The misconception of state dependence
A fine, fine piece written by Amia Srinivasan for The Stone about how Americans loathe state dependance; that some people are dependent on the state’s actions to survive. After analysing what it means for poor people, Srinivasan realises:
But if the poor are dependent on the state, so, too, are America’s rich. The extraordinary accumulation of wealth enjoyed by the socioeconomic elite — in 2007, the richest 1 percent of Americans accounted for about 24 percent of all income — simply wouldn’t be possible if the United States weren’t organized as it is. Just about every aspect of America’s economic and legal infrastructure — the laissez-faire governance of the markets; a convoluted tax structure that has hedge fund managers paying less than their office cleaners; the promise of state intervention when banks go belly-up; the legal protections afforded to corporations as if they were people; the enormous subsidies given to corporations (in total, about 50 percent more than social services spending); electoral funding practices that allow the wealthy to buy influence in government — allows the rich to stay rich and get richer. In primitive societies, people can accumulate only as much stuff as they can physically gather and hold on to. It’s only in “advanced” societies that the state provides the means to socioeconomic domination by a tiny minority. “The poverty of our century is unlike that of any other,” the writer John Berger said about the 20th century, though he might equally have said it of this one: “It is not, as poverty was before, the result of natural scarcity, but of a set of priorities imposed upon the rest of the world by the rich.”

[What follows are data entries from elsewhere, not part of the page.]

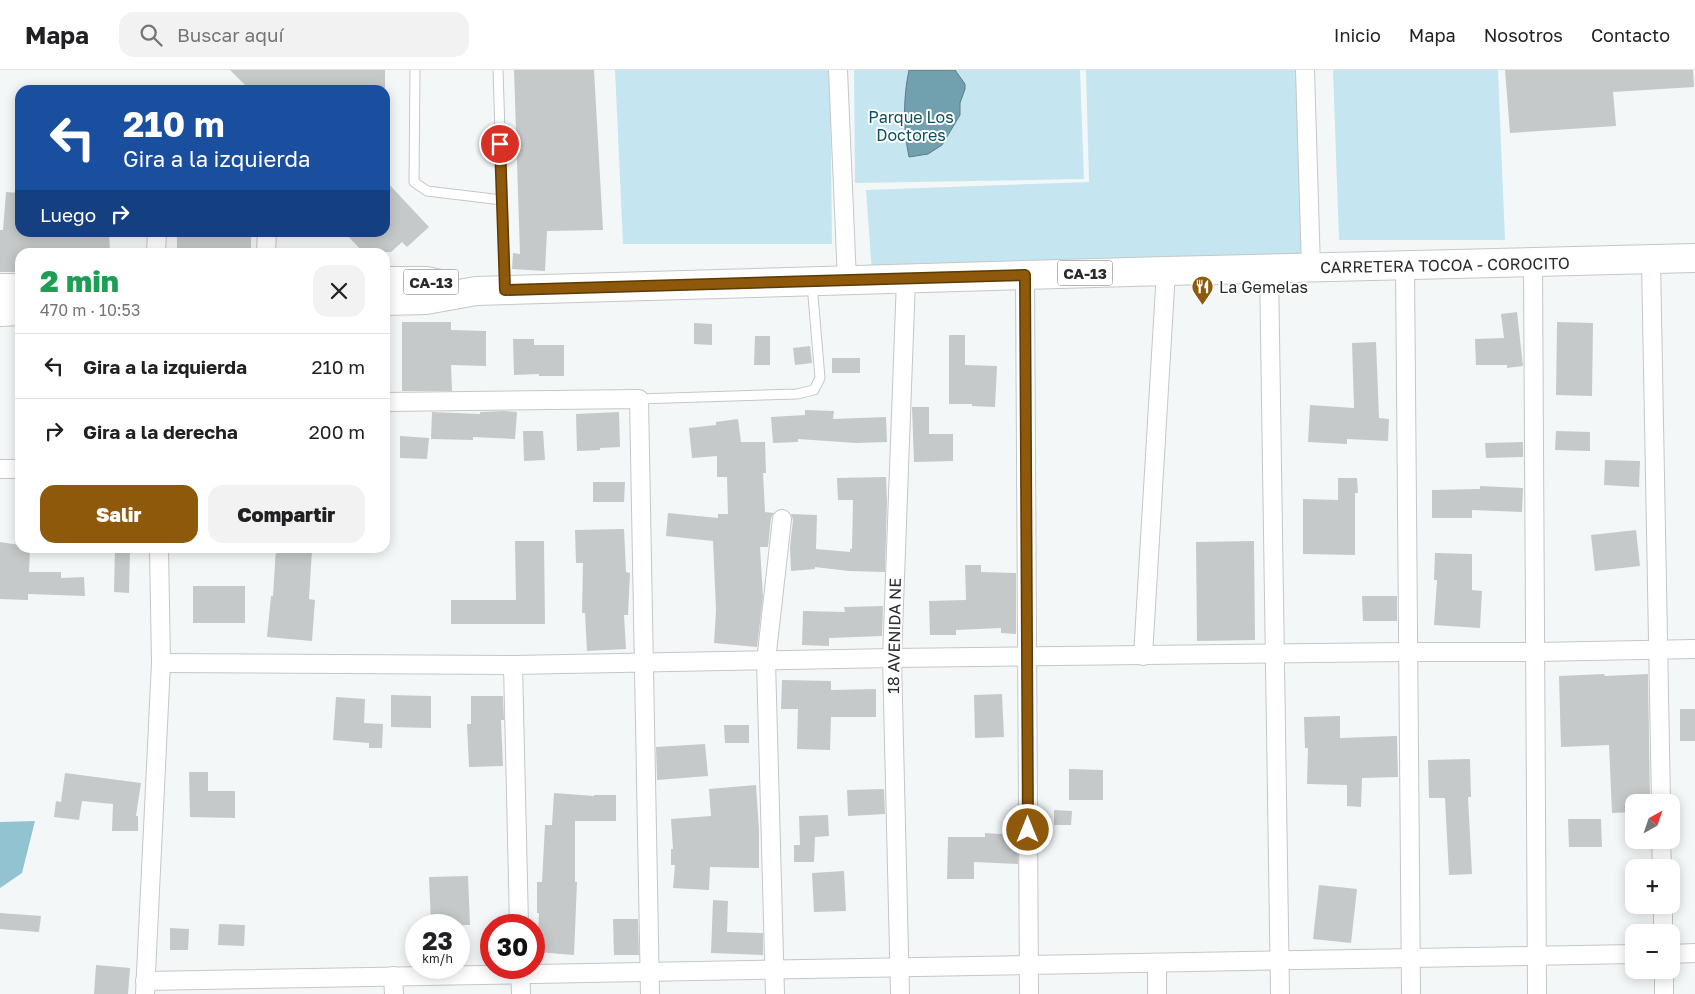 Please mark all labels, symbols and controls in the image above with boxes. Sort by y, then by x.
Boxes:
search box [119,12,469,57]
text: Mapa [25,20,89,49]
icon: search [137,21,165,49]
text: Buscar aquí [177,23,284,46]
text: Inicio [1334,24,1381,46]
text: Mapa [1409,24,1456,46]
text: Nosotros [1484,24,1563,46]
text: Contacto [1591,24,1670,46]
text: 210 m [123,103,225,145]
icon: left [40,105,105,170]
park label: Parque Los Doctores [868,107,954,145]
pin [479,123,521,165]
icon: arrive [486,130,514,158]
text: Gira a la izquierda [123,145,311,172]
icon: right [106,200,134,228]
text: Luego [40,203,96,226]
street label: CARRETERA TOCOA - COROCITO [1320,253,1570,277]
road number: CA-13 [1058,260,1112,286]
text: 2 min [40,263,119,299]
button: close [313,265,365,317]
road number: CA-13 [404,270,458,294]
restaurant icon: La Gemelas [1191,275,1215,306]
place label: La Gemelas [1219,277,1308,297]
text: 470 m · 10:53 [40,300,140,320]
icon: left [40,352,68,380]
text: Gira a la izquierda [83,355,247,378]
text: 210 m [311,355,365,378]
icon: right [40,417,68,445]
text: Gira a la derecha [83,420,238,443]
text: 200 m [309,420,365,443]
button: Salir [40,485,198,543]
button: Compartir [208,485,365,543]
street label: 18 AVENIDA NE [883,578,905,694]
north arrow [1625,794,1680,849]
map controls [1625,794,1680,979]
position arrow [1001,803,1053,855]
button: + [1625,859,1680,914]
speed limit sign: 30 [480,914,545,979]
button: − [1625,924,1680,979]
text: 23 [422,925,453,956]
text: km/h [422,951,453,966]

The irony isn’t only that the poor are condemned for being dependent on the state while the rich are not. It’s also that the rich get so much more out of their dependence on the state than the poor. Without the support of the state, poor people’s quality of life would certainly drop, but only by degrees: their lives would go from bad to worse. Take the state’s assistance away from the rich, however, and their lives would take a serious plunge in comfort. No wonder rich people are on the whole conservative: the most ferocious defenders of the status quo are usually those who are most dependent on the system.
So, the question should not be why Americans loathe and fear dependence on the state, but rather: why do Americans loathe and fear some forms of state dependence but not others? Why is state dependence condemned when evinced by the poor, but tolerated, even unrecognized, when enjoyed by the rich? What justifies this double standard?
This analysis of American society is absolutely spot-on.